Dwight "Doc" Gooden, the 1985 National League Cy Young Award winner who played 16 seasons in the majors, has relapsed in his recovery from a cocaine addiction, former teammate Darryl Strawberry said Sunday.
Strawberry, one of Gooden's teammates on the World Series-winning 1986 New York Mets, told the New York Daily News that Gooden is a "complete junkie-addict" and "won't listen" to behind-the-scenes attempts at an intervention.
"The condition Doc is in, it's bad, it's horrible," Strawberry told the Daily News. "It's like cocaine poison. I feel like I've got to get it out there because nobody else is doing anything to help him, and it might be the only way to stop him."
Gooden, 51, was scheduled to appear at a WFAN event with Strawberry last Thursday, but he did not appear after sending a text to the Daily News saying that he was experiencing "minor health issues."
That's when Strawberry decided to go public about Gooden's struggles.
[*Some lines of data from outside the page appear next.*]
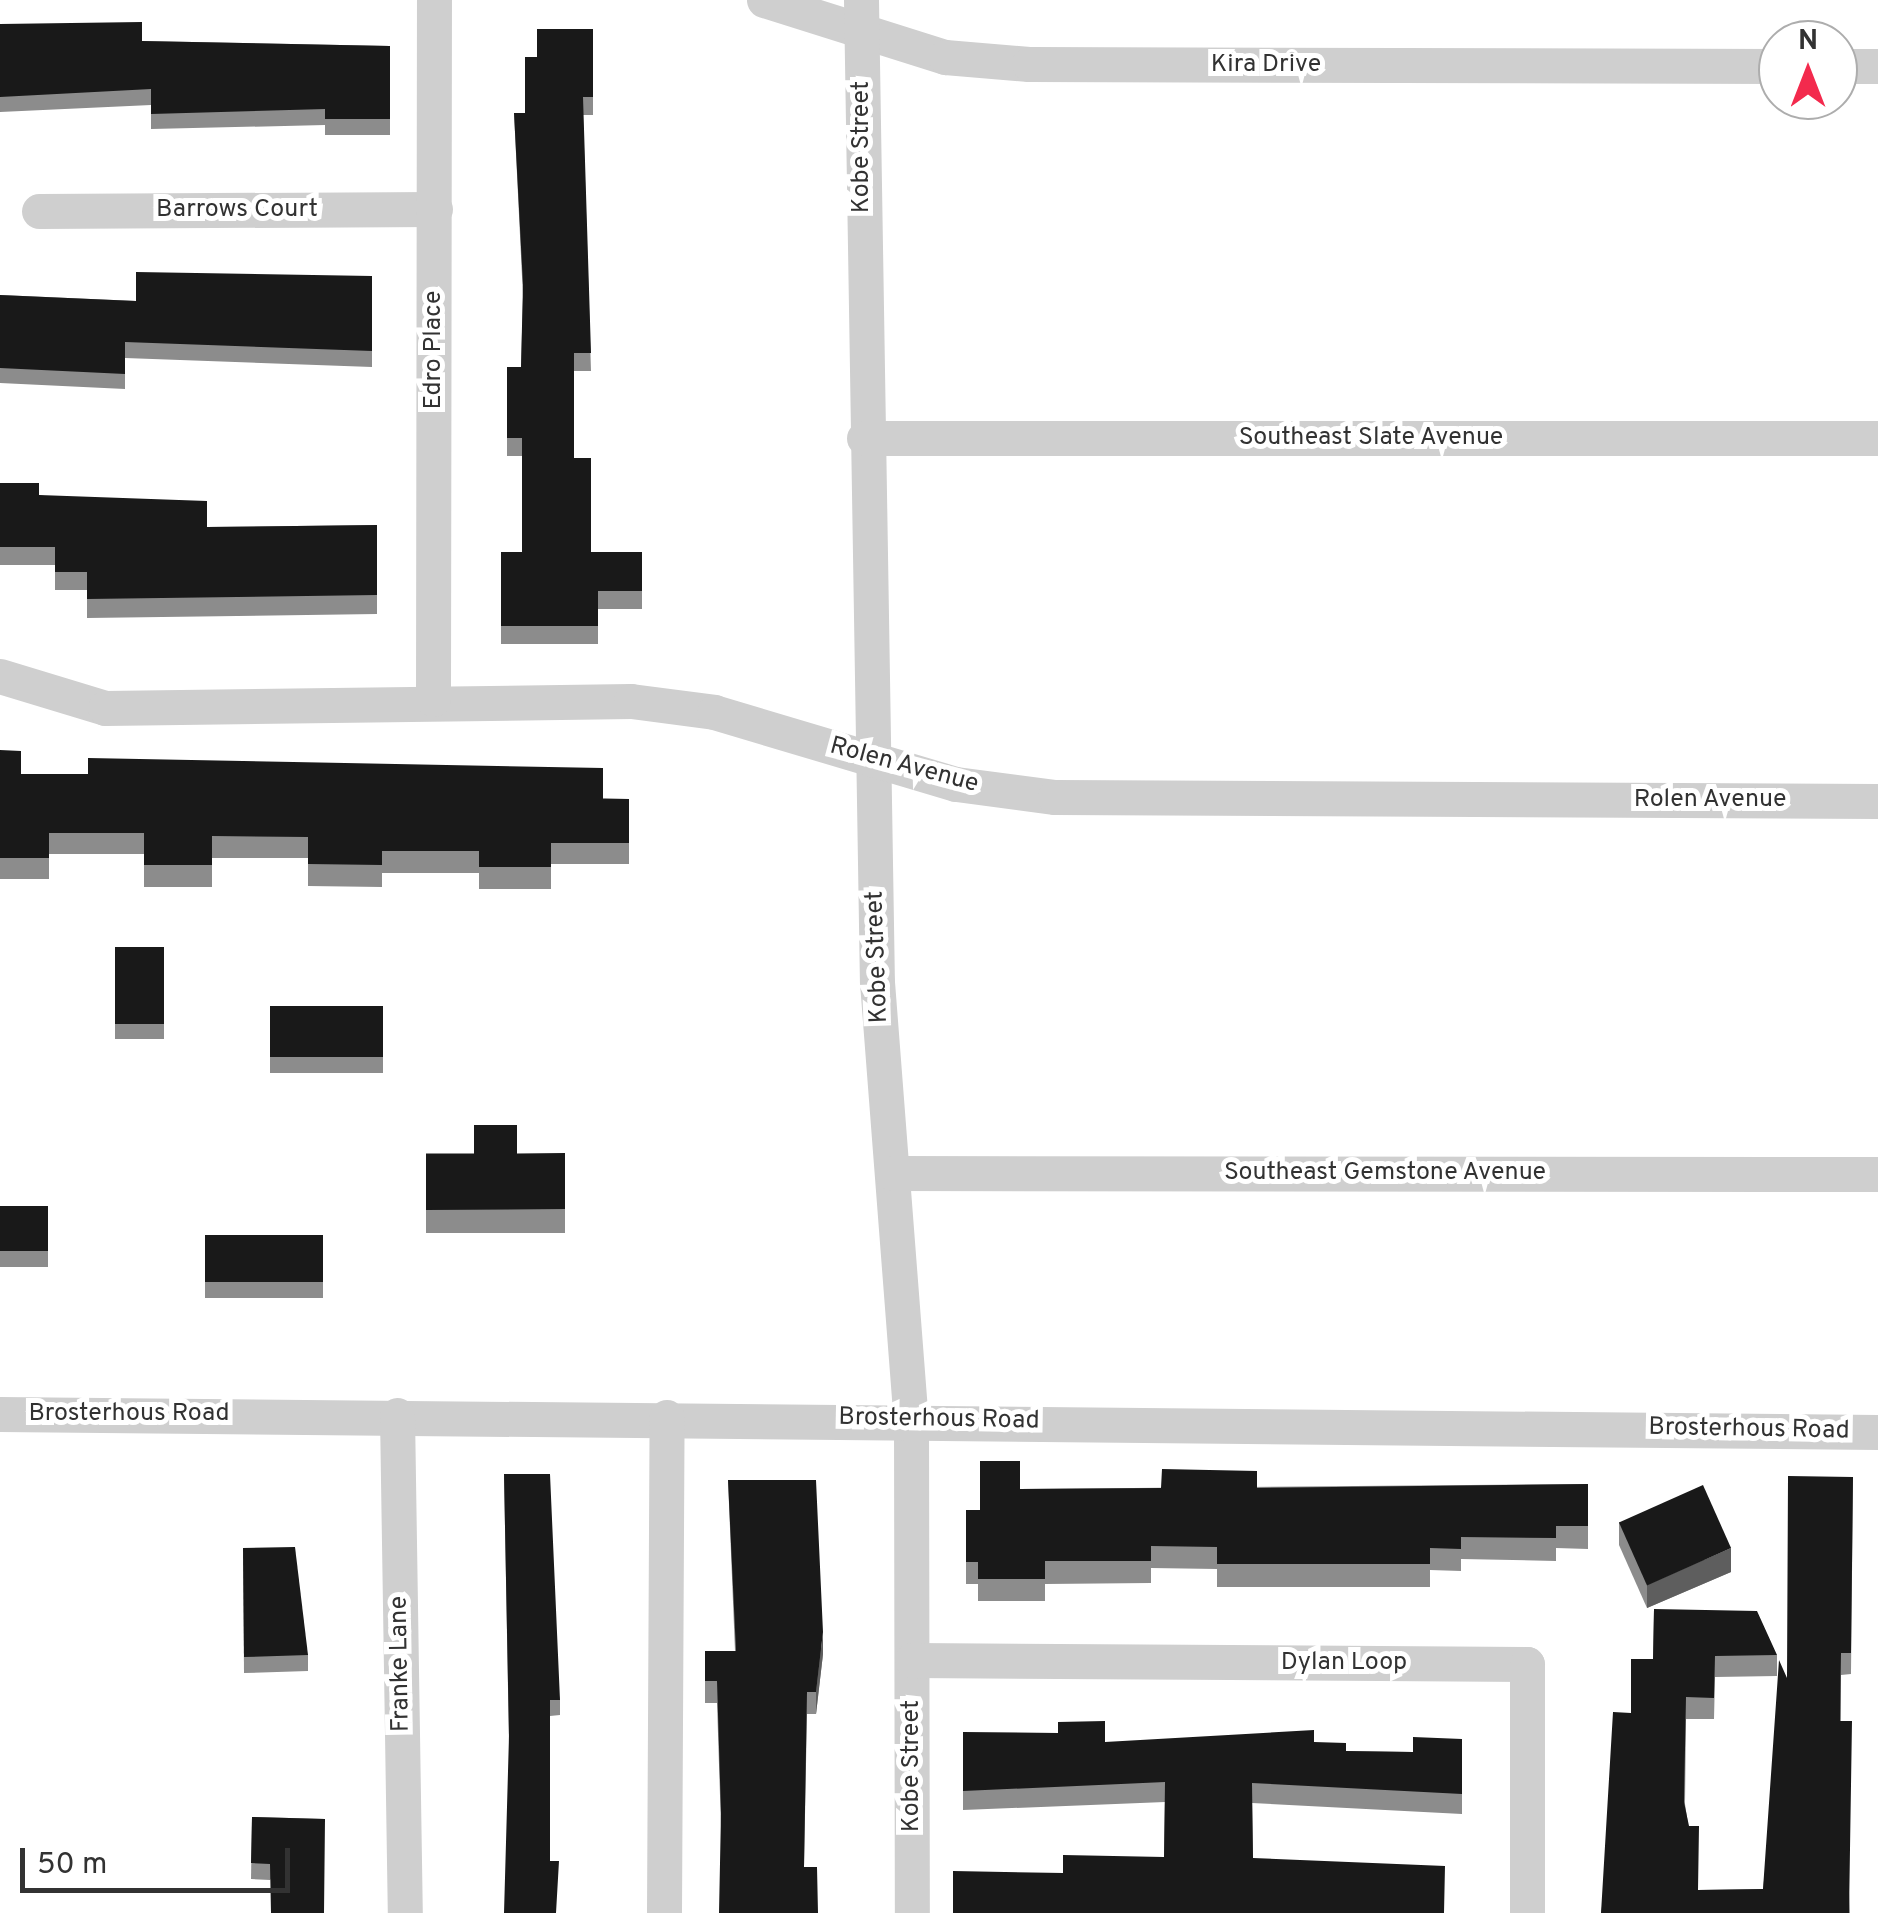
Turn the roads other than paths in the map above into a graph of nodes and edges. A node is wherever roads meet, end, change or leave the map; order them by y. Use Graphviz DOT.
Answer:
graph roads {
  1 [pos="434,0"];
  2 [pos="764,0"];
  3 [pos="861,16"];
  4 [pos="1758,66"];
  5 [pos="435,209"];
  6 [pos="39,211"];
  7 [pos="864,438"];
  8 [pos="1878,438"];
  9 [pos="0,676"];
  10 [pos="433,699"];
  11 [pos="872,760"];
  12 [pos="1878,801"];
  13 [pos="892,1173"];
  14 [pos="1878,1174"];
  15 [pos="0,1414"];
  16 [pos="397,1415"];
  17 [pos="667,1418"];
  18 [pos="911,1420"];
  19 [pos="1878,1432"];
  20 [pos="912,1660"];
  21 [pos="404,1913"];
  22 [pos="664,1913"];
  23 [pos="912,1913"];
  24 [pos="1527,1913"];
  1 -- 5 [label="street, Edro Place"];
  2 -- 3 [label="street, Kira Drive"];
  3 -- 4 [label="street, Kira Drive"];
  3 -- 7 [label="street, Kobe Street"];
  5 -- 6 [label="street, Barrows Court"];
  5 -- 10 [label="street, Edro Place"];
  7 -- 8 [label="street, Southeast Slate Avenue"];
  7 -- 11 [label="street, Kobe Street"];
  9 -- 10 [label="street, Rolen Avenue"];
  10 -- 11 [label="street, Rolen Avenue"];
  11 -- 12 [label="street, Rolen Avenue"];
  11 -- 13 [label="street, Kobe Street"];
  13 -- 14 [label="street, Southeast Gemstone Avenue"];
  13 -- 18 [label="street, Kobe Street"];
  15 -- 16 [label="street, Brosterhous Road"];
  16 -- 17 [label="street, Brosterhous Road"];
  16 -- 21 [label="street, Franke Lane"];
  17 -- 18 [label="street, Brosterhous Road"];
  17 -- 22 [label="street"];
  18 -- 19 [label="street, Brosterhous Road"];
  18 -- 20 [label="street, Kobe Street"];
  20 -- 23 [label="street, Kobe Street"];
  20 -- 24 [label="street, Dylan Loop"];
}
"The worst thing we can do for him is stay silent," Strawberry said. "That was a common thread in some of these other celebrity deaths, like Prince and Whitney Houston and Michael Jackson. Silence can kill people."
An unnamed source told the Daily News that Gooden locked himself in the bedroom of his Jersey City apartment Thursday before his scheduled appearance with Strawberry and would not come out despite multiple pleas.
Strawberry believes Gooden is in an especially vulnerable state after the death of his mother in July.
Janice Roots, a woman who said she had a live-in relationship with Gooden for four years, told the Daily News that Gooden's most recent struggles began in January 2014.
"It got to a point where he just succumbed to his addiction," Roots said.
Gooden said in an interview with the Daily News back in May that he had not used cocaine since 2011.
Gooden played the first 11 seasons of his career with the Mets and was a four-time All-Star and won three World Series titles. He had a career 194-112 record with a 3.51 ERA and 2,293 strikeouts over 430 games.